Il duca di Guermantes

Il vecchio duca di Guermantes non usciva più, perché passava le sue giornate e le sue serate da lei. Ma oggi era venuto un momento per vedere lei, malgrado il fastidio di incontrare la moglie. Non mi ero accorto di lui, e certo non lo avrei riconosciuto se non me lo avessero indicato chiaramente. Non era più che un rudere, ma superbo, anzi meno ancora d’un rudere: quella bella cosa romantica che può essere una roccia nella tempesta. Sferzato da ogni parte dalle ondate di sofferenza, di collera del soffrire, di inarrestabile marea della morte che lo circondavano, il suo volto, sgretolato come un masso, serbava lo stile, la linea che avevo sempre ammirati; era corroso come una di quelle belle teste antiche in estrema rovina, ma di cui siamo estremamente felici di poter ornare il nostro studio. Sembrava semplicemente appartenere, rispetto a una volta, a un’epoca più antica, non solo a causa di ciò che aveva preso di ruvido e di rotto nella sua materia un tempo più brillante, ma perché all’espressione penetrante e vivace era succeduta, plasmata dalla malattia, un’involontaria, inconsapevole espressione di lotta contro la morte, resistenza, difficoltà di vivere. Le arterie, perduta ogni elasticità, avevano dato al viso, un tempo disteso, una durezza scultorea. E, senza che il duca se ne rendesse conto, svelava nella nuca, nella guancia, nella fronte aspetti in cui l’essere, come costretto ad aggrapparsi accanitamente a ciascun minuto, sembrava travolto da una tragica raffica, mentre le ciocche bianche della sua stupenda capigliatura, fattasi meno folta, schiaffeggiavano con la loro schiuma l’invaso promontorio del volto. E come quei riflessi strani, unici, che solo l’approssimarsi della tempesta in cui tutto verrà sommerso dà alle rocce rimaste sino a quel momento d’un altro colore, capii che il grigio plumbeo delle guance logore e irrigidite, il grigio quasi bianco e increspato delle ciocche sollevate, la fievole luce ancora concessa agli occhi che vedevano appena, erano colori non già irreali, semmai, al contrario, sin troppo reali, ma fantastici, e attinti alla tavolozza, inimitabile nelle sue nerezze spaventose e profetiche, della vecchiaia, della vicinanza della morte.

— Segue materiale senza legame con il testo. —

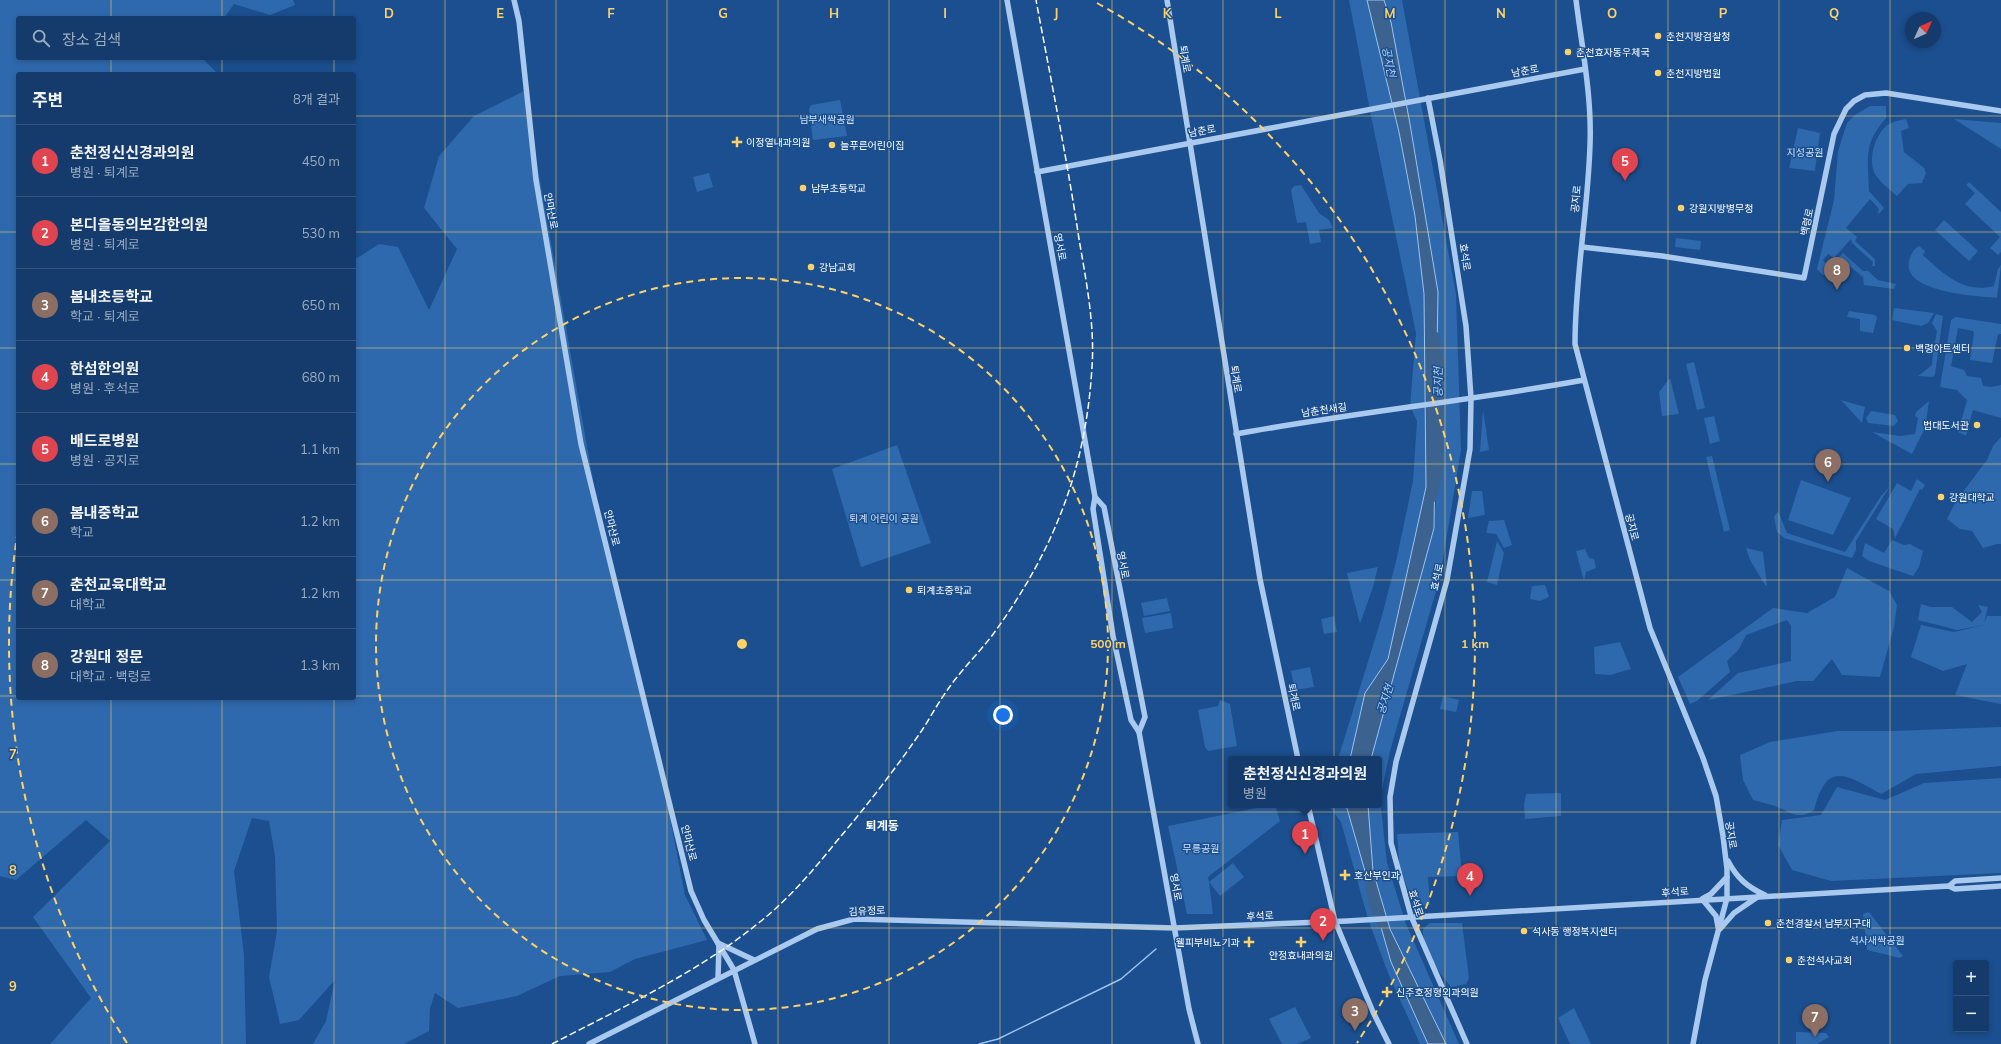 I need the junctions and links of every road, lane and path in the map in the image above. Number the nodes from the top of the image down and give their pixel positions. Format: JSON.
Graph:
{"nodes":[{"id":1,"x":514,"y":0,"type":"edge"},
{"id":2,"x":1007,"y":0,"type":"edge"},
{"id":3,"x":1167,"y":0,"type":"edge"},
{"id":4,"x":1576,"y":0,"type":"edge"},
{"id":5,"x":1585,"y":69,"type":"junction"},
{"id":6,"x":1428,"y":98,"type":"junction"},
{"id":7,"x":2001,"y":111,"type":"edge"},
{"id":8,"x":1189,"y":143,"type":"junction"},
{"id":9,"x":1037,"y":172,"type":"junction"},
{"id":10,"x":1582,"y":247,"type":"junction"},
{"id":11,"x":1584,"y":380,"type":"junction"},
{"id":12,"x":1471,"y":398,"type":"junction"},
{"id":13,"x":1236,"y":434,"type":"junction"},
{"id":14,"x":1095,"y":497,"type":"junction"},
{"id":15,"x":1139,"y":732,"type":"junction"},
{"id":16,"x":1297,"y":756,"type":"edge"},
{"id":17,"x":1309,"y":808,"type":"edge"},
{"id":18,"x":1726,"y":858,"type":"junction"},
{"id":19,"x":1727,"y":877,"type":"junction"},
{"id":20,"x":2001,"y":878,"type":"edge"},
{"id":21,"x":1949,"y":886,"type":"junction"},
{"id":22,"x":2001,"y":886,"type":"edge"},
{"id":23,"x":1759,"y":896,"type":"junction"},
{"id":24,"x":1767,"y":896,"type":"junction"},
{"id":25,"x":1727,"y":898,"type":"junction"},
{"id":26,"x":1702,"y":899,"type":"junction"},
{"id":27,"x":1410,"y":916,"type":"junction"},
{"id":28,"x":1335,"y":921,"type":"junction"},
{"id":29,"x":1174,"y":928,"type":"junction"},
{"id":30,"x":1718,"y":931,"type":"junction"},
{"id":31,"x":718,"y":943,"type":"junction"},
{"id":32,"x":754,"y":960,"type":"junction"},
{"id":33,"x":734,"y":970,"type":"junction"},
{"id":34,"x":718,"y":978,"type":"junction"},
{"id":35,"x":589,"y":1044,"type":"edge"},
{"id":36,"x":755,"y":1044,"type":"edge"},
{"id":37,"x":1198,"y":1044,"type":"edge"},
{"id":38,"x":1389,"y":1044,"type":"edge"},
{"id":39,"x":1467,"y":1044,"type":"edge"},
{"id":40,"x":1693,"y":1044,"type":"edge"}],
"edges":[{"from":1,"to":31,"type":"street","name":"안마산로"},
{"from":2,"to":9,"type":"street","name":"영서로"},
{"from":3,"to":8,"type":"street","name":"퇴계로"},
{"from":4,"to":5,"type":"street","name":"공지로"},
{"from":5,"to":6,"type":"street","name":"남춘로"},
{"from":5,"to":10,"type":"street","name":"공지로"},
{"from":6,"to":8,"type":"street","name":"남춘로"},
{"from":6,"to":12,"type":"street","name":"효석로"},
{"from":7,"to":10,"type":"street","name":"백령로"},
{"from":8,"to":9,"type":"street","name":"남춘로"},
{"from":8,"to":13,"type":"street","name":"퇴계로"},
{"from":9,"to":14,"type":"street","name":"영서로"},
{"from":10,"to":11,"type":"street","name":"공지로"},
{"from":11,"to":12,"type":"street"},
{"from":11,"to":18,"type":"street","name":"공지로"},
{"from":12,"to":13,"type":"street","name":"남춘천새길"},
{"from":12,"to":27,"type":"street","name":"효석로"},
{"from":13,"to":16,"type":"street","name":"퇴계로"},
{"from":14,"to":15,"type":"street","name":"영서로"},
{"from":14,"to":15,"type":"street","name":"영서로"},
{"from":15,"to":29,"type":"street","name":"영서로"},
{"from":17,"to":28,"type":"street"},
{"from":18,"to":19,"type":"street","name":"공지로"},
{"from":18,"to":24,"type":"street"},
{"from":19,"to":25,"type":"street","name":"공지로"},
{"from":19,"to":26,"type":"street"},
{"from":20,"to":21,"type":"street","name":"후석로"},
{"from":21,"to":22,"type":"street","name":"후석로"},
{"from":21,"to":24,"type":"street","name":"후석로"},
{"from":23,"to":24,"type":"street","name":"후석로"},
{"from":23,"to":25,"type":"street","name":"후석로"},
{"from":23,"to":30,"type":"street"},
{"from":25,"to":26,"type":"street","name":"후석로"},
{"from":25,"to":30,"type":"street","name":"공지로"},
{"from":26,"to":27,"type":"street","name":"후석로"},
{"from":26,"to":30,"type":"street"},
{"from":27,"to":28,"type":"street","name":"후석로"},
{"from":27,"to":39,"type":"street","name":"효석로"},
{"from":28,"to":29,"type":"street","name":"후석로"},
{"from":28,"to":38,"type":"street"},
{"from":29,"to":32,"type":"street","name":"김유정로"},
{"from":29,"to":37,"type":"street","name":"영서로"},
{"from":30,"to":40,"type":"street","name":"공지로"},
{"from":31,"to":32,"type":"street"},
{"from":31,"to":33,"type":"street","name":"안마산로"},
{"from":31,"to":34,"type":"street"},
{"from":32,"to":33,"type":"street","name":"김유정로"},
{"from":33,"to":34,"type":"street","name":"김유정로"},
{"from":33,"to":36,"type":"street","name":"안마산로"},
{"from":34,"to":35,"type":"street","name":"김유정로"}]}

Marcel Proust, Il Tempo ritrovato

Traduzione di G. Raboni per i Meridiani Mondadori

La duchessa e il duca di Guermantes all’Opéra

Nel bel mezzo della rappresentazione, entrò, tutta avvolta in mussole bianche, la duchessa di Guermantes. Andò dritto verso sua cugina, fece una profonda riverenza a un giovanotto biondo seduto in prima fila e, volgendosi verso i mostri marini e sacri che galleggiavano nel fondo dell’antro, indirizzò a quei semidei del Jockey Club un saluto familiare da vecchia amica, allusivo alla quotidianità dei rapporti che aveva con loro da una quindicina d’anni. Avvertivo, ma senza riuscire a decifrarlo, il mistero dello sguardo sorridente dedicato agli amici, nel lampo azzurrato che l’accendeva mentre abbandonava all’uno o all’altro la propria mano e che forse, se avessi potuto scomporre il prisma, analizzarne le cristallizzazioni, m’avrebbe rivelato l’essenza della vita sconosciuta che ne traspariva in quel momento. Il duca di Guermantes seguiva la moglie con i riflessi festosi del suo monocolo, lo scintillio della sua dentatura, il candore del suo garofano o del suo sparato plissé, di fronte ai quali, come per lasciare più ampio margine al loro riverbero, sembravano ritrarsi le sopracciglia, le labbra, il frac. (…) La duchessa sembrava aver indovinato che la cugina, le cui “esagerazioni” (…) erano oggetto – a quanto si diceva – del suo scherno, avrebbe indossato quella sera una di quelle toilettes che, secondo lei, la rendevano simile a una figura “in maschera”, e aver deciso di darle una lezione di gusto. Invece dei meravigliosi, teneri piumaggi che dalla testa scendevano giù per il collo della principessa, invece della reticella di conchiglie e perle posata sui capelli, la duchessa aveva in capo una semplice aigrette, la quale, sovrastando il suo naso arcuato e i suoi occhi a fior di testa, pareva davvero quella di un uccello. (…) Ma benché le due toilettes fossero così diverse l’una dall’altra, quando la principessa ebbe ceduto alla cugina la sedia occupata sino a quel momento, si videro le due dame scambiarsi, voltandosi l’una verso l’altra, occhiate di reciproca ammirazione.